Another fact of life I have come to embrace this year, is that our school day may take ALL day.  We will rarely be done by noon, and shooting for that only causes me and the kids stress. With each new school year, the work load increases on my children and on me.  With each new child, it does too, of course.  I have learned to become so much more flexible with our day.  While trying to keep everyone on task and doing productive work, I'm also giving them some freedom to take a break when need be.  We don't allow any television, video games or fun computer time until at least four o'clock and then, only when all their work is done.  I'm trying to place more responsibility in their court, and recently implemented the ideas in this blog post about using a simple notebook to assign work.

Flash forward:

Baby B is now two weeks old.  We took a week off from school and picked it up again this week.  On Monday, B had his first check-up with the doctor.  Grammy came over to watch the older three, and they worked on their to-do lists from their notebooks (mentioned above) while I was gone.  Later, we read from the Bible and our current read-aloud, The Door in the Wall.  We finished up the Mars notebooking activities while B  was sleeping.  The following days have been similar.
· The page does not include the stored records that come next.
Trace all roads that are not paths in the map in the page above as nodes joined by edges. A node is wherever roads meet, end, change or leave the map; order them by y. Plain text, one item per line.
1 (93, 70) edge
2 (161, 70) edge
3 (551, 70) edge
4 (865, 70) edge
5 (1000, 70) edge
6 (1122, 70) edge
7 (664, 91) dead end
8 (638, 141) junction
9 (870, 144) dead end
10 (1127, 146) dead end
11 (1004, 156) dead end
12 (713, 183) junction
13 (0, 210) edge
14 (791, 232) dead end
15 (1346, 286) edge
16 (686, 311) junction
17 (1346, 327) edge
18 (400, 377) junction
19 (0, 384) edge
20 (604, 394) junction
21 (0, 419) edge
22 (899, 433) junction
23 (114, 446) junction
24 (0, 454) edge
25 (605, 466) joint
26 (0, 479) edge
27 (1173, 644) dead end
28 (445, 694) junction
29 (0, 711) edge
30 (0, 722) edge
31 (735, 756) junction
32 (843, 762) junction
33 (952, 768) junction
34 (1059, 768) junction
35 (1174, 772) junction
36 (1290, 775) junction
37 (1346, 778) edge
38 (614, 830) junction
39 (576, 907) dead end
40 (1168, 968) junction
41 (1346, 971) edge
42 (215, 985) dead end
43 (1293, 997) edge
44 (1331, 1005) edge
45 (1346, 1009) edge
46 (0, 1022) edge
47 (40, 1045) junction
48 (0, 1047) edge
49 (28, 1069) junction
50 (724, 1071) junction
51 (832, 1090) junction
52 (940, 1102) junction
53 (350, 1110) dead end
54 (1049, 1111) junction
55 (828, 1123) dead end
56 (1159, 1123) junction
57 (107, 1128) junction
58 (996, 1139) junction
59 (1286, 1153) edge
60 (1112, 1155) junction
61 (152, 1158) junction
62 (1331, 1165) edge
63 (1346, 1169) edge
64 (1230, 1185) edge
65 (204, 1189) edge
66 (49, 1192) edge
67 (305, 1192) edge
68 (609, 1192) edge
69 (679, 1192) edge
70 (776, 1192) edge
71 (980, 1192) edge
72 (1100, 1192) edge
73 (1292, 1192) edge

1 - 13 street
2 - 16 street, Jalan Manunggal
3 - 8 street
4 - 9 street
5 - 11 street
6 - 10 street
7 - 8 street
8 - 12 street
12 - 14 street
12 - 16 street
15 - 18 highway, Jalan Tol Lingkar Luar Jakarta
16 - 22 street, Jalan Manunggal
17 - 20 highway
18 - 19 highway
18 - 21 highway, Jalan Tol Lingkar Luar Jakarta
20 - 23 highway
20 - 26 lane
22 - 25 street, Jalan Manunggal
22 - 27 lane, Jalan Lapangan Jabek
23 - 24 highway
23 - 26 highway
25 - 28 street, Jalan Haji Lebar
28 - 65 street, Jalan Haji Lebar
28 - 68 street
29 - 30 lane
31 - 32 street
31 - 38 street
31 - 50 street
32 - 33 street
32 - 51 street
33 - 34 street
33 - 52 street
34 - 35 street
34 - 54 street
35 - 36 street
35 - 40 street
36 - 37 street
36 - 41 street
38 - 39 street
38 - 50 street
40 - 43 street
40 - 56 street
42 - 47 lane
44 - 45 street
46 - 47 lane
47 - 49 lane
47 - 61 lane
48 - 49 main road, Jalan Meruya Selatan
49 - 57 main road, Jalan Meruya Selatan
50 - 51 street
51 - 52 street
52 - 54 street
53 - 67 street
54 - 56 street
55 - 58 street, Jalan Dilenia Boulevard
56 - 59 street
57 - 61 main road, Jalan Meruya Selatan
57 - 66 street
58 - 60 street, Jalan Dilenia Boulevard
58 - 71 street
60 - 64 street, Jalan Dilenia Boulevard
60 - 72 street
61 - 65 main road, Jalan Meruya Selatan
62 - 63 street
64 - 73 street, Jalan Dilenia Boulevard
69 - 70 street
The kids' doctor is very supportive of home education, and she rightly said to me at the baby's appointment, "You make it work because it is important to you."
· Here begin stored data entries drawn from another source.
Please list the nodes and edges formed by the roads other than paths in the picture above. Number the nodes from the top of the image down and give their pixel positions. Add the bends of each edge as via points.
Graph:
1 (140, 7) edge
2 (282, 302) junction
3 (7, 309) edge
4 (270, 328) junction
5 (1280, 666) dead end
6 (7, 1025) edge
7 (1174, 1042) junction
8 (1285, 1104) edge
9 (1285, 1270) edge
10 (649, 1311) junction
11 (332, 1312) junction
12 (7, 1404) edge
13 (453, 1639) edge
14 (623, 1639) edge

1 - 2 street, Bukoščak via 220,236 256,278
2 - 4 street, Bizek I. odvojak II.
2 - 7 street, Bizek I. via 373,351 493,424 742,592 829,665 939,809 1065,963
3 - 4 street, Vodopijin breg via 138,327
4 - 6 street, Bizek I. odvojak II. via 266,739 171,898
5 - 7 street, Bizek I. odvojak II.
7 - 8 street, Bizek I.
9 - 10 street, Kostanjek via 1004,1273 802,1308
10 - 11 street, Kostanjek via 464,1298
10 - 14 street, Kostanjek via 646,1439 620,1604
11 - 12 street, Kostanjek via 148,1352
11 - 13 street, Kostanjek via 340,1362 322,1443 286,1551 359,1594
I don't consider the work I do here at home any easier or more difficult than the work other moms do.  It takes discipline to get up every day and do the thing you have committed to do and do it diligently. Although the dynamics in our home have changed, of course, with the arrival of a new baby, and there will be days that we don't get it "all" done, education will continue to be one of our top priorities because, for us, it's more than books, it is a lifestyle.